Trying to reinstall Vista Home Premium 32 bit

In post 44 it says to move but it doesn't say whether to slide or lift & move, so how do I move it? I simply don't want to mess it up any worse than it is already. I have no special tools either.
 
These are little copper posts rising from the motherboard and they are connected with a 'jumper' - which is a push on / pull off (designed by Dr. Doolittle, I think). I use a 4" pair of tweezers, but needle-nose pliers do this well as long as you do not squeeze hard. Grasp the jumper and pull gently. Installation is the reverse.
 
You changed the button battery which was a good idea but now you are messing about with jumpers and worrying about passwords which may not be set anyway. Near the start there's a screen shot where the boot order was floppy disk, CDROM drive then hard drive. If nothing's doing with the floppy the system would look next for a CD so that looked to be correct. A later screen shot shows that the CDROM is now set after the hard drive which cannot do anything because there's no longer a working OS. The CDROM is now listed in the bios as the fourth drive and what looks odd to me is that it is listed as a DVD-ram drive. DVD ram drives take a special DVD disk. You have managed to make changes to the bios so maybe go back and work at that.
 
You changed the button battery which was a good idea but now you are messing about with jumpers and worrying about passwords which may not be set anyway. Near the start there's a screen shot where the boot order was floppy disk, CDROM drive then hard drive. If nothing's doing with the floppy the system would look next for a CD so that looked to be correct. A later screen shot shows that the CDROM is now set after the hard drive which cannot do anything because there's no longer a working OS. The CDROM is now listed in the bios as the fourth drive and what looks odd to me is that it is listed as a DVD-ram drive. DVD ram drives take a special DVD disk. You have managed to make changes to the bios so maybe go back and work at that.
Ok, I asked the owner if DVD's played in it & he said yes so I have no idea what a "special DVD disk" is.
It was my understanding when installing a new OS the CD/DVD drive is supposed to be set as the first to boot from which is what I thought I had done. I will boot it back up & try to put it back where it was.
Can you explain this better "worrying about passwords which may not be set anyway.".?
 
Your pencil is pointing at CLR_CMOS. The one below it is CLR_PWD. They both appear to be jumpering "1-2".

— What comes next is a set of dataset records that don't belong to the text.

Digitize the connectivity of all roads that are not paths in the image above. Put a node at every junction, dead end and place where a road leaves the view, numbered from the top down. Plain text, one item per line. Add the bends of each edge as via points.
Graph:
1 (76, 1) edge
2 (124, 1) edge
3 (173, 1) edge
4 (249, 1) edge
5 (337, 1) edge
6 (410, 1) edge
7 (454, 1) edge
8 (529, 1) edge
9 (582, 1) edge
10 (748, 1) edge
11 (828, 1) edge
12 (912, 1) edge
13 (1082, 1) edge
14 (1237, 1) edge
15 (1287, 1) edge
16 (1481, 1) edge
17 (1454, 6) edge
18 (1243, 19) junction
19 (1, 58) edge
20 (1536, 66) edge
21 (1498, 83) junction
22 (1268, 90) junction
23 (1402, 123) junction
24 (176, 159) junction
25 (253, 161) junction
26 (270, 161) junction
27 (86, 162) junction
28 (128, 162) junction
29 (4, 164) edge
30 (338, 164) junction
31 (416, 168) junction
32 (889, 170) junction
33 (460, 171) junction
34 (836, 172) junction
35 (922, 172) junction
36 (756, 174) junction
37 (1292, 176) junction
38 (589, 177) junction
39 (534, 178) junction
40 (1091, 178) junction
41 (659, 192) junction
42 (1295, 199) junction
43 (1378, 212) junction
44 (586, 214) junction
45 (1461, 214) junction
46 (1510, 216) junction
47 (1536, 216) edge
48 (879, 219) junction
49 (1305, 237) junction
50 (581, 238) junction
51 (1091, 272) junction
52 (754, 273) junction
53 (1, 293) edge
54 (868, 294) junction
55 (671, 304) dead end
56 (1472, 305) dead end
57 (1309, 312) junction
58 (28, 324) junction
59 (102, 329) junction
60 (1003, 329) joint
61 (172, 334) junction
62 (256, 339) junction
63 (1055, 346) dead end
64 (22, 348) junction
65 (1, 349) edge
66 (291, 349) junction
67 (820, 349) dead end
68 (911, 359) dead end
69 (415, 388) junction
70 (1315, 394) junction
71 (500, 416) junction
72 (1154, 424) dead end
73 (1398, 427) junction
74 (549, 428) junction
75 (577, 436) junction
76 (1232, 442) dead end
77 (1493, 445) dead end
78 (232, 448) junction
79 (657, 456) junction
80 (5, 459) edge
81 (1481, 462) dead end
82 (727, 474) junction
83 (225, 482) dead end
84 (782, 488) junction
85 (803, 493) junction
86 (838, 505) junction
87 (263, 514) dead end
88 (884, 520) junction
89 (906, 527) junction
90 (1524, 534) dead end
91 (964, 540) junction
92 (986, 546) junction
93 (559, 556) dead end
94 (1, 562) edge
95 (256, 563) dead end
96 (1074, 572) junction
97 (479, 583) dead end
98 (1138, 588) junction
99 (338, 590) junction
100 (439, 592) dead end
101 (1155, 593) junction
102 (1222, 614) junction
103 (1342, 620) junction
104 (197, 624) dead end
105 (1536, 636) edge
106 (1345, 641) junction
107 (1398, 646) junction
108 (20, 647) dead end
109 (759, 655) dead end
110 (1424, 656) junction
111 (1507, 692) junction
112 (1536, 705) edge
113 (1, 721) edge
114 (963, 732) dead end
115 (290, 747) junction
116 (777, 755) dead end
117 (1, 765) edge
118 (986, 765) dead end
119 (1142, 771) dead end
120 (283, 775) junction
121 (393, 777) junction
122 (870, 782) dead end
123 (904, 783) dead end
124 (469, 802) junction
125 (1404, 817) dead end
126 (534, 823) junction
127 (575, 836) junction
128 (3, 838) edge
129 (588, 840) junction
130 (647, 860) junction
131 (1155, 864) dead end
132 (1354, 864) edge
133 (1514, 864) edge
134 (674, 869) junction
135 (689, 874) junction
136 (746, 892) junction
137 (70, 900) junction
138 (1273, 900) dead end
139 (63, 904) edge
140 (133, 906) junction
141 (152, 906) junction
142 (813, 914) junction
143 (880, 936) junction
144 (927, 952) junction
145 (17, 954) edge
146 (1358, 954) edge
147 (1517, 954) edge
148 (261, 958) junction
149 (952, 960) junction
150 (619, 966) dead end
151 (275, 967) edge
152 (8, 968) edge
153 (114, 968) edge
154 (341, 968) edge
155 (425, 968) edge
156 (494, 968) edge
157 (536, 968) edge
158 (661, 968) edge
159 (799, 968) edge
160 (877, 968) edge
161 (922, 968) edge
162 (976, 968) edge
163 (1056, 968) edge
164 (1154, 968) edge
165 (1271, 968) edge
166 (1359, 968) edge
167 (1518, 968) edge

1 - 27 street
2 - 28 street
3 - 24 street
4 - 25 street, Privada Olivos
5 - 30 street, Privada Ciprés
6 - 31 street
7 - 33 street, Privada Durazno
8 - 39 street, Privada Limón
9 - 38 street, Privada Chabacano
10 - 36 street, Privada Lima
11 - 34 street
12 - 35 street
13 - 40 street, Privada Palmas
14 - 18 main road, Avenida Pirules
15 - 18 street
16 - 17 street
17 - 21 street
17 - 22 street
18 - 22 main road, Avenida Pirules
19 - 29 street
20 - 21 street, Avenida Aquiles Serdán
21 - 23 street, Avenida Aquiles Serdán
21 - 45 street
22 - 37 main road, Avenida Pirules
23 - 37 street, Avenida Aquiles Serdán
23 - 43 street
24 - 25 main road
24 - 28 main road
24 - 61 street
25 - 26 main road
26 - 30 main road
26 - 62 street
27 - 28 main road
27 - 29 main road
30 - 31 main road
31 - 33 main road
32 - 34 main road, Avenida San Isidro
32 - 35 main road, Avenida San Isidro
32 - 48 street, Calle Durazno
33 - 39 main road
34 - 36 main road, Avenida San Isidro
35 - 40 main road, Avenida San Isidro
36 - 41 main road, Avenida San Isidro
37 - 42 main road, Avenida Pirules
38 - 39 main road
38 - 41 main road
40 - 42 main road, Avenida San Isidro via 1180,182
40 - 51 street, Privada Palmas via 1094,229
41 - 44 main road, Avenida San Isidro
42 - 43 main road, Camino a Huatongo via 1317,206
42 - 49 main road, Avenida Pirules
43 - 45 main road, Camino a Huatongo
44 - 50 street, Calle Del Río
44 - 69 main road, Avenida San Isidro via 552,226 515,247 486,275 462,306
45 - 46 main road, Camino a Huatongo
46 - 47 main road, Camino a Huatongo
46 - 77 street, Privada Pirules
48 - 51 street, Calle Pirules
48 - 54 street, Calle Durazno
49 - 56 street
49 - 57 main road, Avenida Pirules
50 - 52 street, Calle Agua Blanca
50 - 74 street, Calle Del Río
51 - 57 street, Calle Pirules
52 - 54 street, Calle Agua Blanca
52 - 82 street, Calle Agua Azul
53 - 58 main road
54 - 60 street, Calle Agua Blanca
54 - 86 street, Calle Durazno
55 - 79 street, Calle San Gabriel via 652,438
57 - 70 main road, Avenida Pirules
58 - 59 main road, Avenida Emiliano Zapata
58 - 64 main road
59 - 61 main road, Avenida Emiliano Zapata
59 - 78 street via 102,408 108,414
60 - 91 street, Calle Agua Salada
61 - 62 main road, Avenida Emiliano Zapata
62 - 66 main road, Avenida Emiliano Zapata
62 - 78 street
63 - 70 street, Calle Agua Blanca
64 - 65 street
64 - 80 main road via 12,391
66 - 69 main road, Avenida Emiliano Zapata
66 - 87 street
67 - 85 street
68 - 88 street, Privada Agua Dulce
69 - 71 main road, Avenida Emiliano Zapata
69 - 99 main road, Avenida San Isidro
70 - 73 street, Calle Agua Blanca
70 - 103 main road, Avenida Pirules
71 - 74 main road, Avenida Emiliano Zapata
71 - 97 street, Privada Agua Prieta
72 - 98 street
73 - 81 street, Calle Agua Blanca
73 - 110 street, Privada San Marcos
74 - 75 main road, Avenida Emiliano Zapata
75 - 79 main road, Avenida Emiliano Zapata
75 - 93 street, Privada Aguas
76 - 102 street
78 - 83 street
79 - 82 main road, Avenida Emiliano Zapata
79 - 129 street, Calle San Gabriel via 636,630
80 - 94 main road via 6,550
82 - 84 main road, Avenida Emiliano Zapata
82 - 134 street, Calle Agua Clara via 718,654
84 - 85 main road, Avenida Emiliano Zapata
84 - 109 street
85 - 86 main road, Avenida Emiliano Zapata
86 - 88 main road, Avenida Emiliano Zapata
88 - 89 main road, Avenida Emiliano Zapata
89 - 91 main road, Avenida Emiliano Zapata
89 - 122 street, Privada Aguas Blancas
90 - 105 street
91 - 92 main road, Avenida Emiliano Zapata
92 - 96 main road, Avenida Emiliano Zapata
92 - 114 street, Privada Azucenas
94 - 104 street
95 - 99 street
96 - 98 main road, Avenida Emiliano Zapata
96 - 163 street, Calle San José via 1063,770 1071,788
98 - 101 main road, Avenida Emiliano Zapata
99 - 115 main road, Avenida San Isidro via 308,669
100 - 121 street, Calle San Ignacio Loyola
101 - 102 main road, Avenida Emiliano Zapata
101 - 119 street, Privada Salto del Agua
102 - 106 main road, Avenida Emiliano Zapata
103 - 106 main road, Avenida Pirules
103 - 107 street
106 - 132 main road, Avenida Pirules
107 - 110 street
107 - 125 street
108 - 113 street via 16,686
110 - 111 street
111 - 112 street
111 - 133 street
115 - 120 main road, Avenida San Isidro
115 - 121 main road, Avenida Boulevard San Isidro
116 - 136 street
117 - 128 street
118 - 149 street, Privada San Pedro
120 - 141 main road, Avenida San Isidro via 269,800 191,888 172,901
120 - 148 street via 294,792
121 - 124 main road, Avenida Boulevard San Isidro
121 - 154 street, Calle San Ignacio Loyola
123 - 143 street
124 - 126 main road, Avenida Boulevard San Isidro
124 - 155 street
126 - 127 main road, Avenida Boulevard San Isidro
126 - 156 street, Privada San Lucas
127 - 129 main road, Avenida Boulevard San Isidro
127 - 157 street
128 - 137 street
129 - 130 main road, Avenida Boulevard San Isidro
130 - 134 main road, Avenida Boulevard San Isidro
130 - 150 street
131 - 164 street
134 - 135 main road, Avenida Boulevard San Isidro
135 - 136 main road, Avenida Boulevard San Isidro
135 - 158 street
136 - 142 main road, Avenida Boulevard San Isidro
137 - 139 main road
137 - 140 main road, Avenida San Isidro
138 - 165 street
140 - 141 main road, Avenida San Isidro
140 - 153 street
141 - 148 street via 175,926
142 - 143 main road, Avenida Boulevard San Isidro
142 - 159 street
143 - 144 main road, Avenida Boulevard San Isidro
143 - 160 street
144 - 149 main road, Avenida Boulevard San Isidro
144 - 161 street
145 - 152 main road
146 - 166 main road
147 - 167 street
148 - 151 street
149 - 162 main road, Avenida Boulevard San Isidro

As I recall, we were looking at this just to confirm that the jumpers were correctly placed..which you can check in the manual.

@bazz2004 You may be correct about the Optical Drive. If I were looking for a culprit, then I might swap this baby out for a known good Lite-On - this IS an old computer. The recognition of the device on the "MAIN" page of BIOS does not change the BOOT ORDER - it just confirms the device is recognized. What has been bugging us is that the BIOS was not updating on a change to BOOT ORDER. F10 was not getting a SAVE.
 
I have some DVD RAM disks for my Panasonic DVD/hard drive combo unit and they don't generally work in older computer drives. The bios does appear to have saved a change in boot order. Unfortunately, it's now become another problem because the boot order is wrong. I do remember having trouble working out how to make such changes with my first desktop.
 
Ok, there was neither an admin password or user password other than the password the owner used to get to the desktop.
 
Ok, before this gets any further, I need to know something since I don't want to waste anybodies time. IF the BIOS & password gets successfully reset, will I be able to install W7 on this pc? Resetting one or both is something I have NEVER done.TIA :)
 
GOAL: get installation disc to boot.

I do not think Password needs reset - we were just checking to confirm that the jumpers were in the proper position (I think they are and you were going to check in the system manual). Then, I think removing the old coin battery and replacing it has successfully reset the BIOS - you might still try F5 - Set to Defaults - then F10 to Save - then do a restart and look into the BOOT ORDER on the BOOT tab.

The point of all this is to get the installation disc to boot.

If you cannot get installation disc to work, then the last possibility is to rig a second Optical drive on one of the SATA connectors and then set BOOT ORDER to that - and try to boot the installation disc in that device.
 
It is an old computer and worth practically nothing. Even if you do manage to get to where you can use an install disk it's no way certain that Windows will install. You will have trouble identifying any defective hardware because you haven't a load of bits to swap around. So yes I don't think this is a worthwhile project.
 
Take the hard drive apart. There are cool (Neomidium) magnets inside that are fun to play with. That will also effectively render the hard drive unreadable (to most individuals.)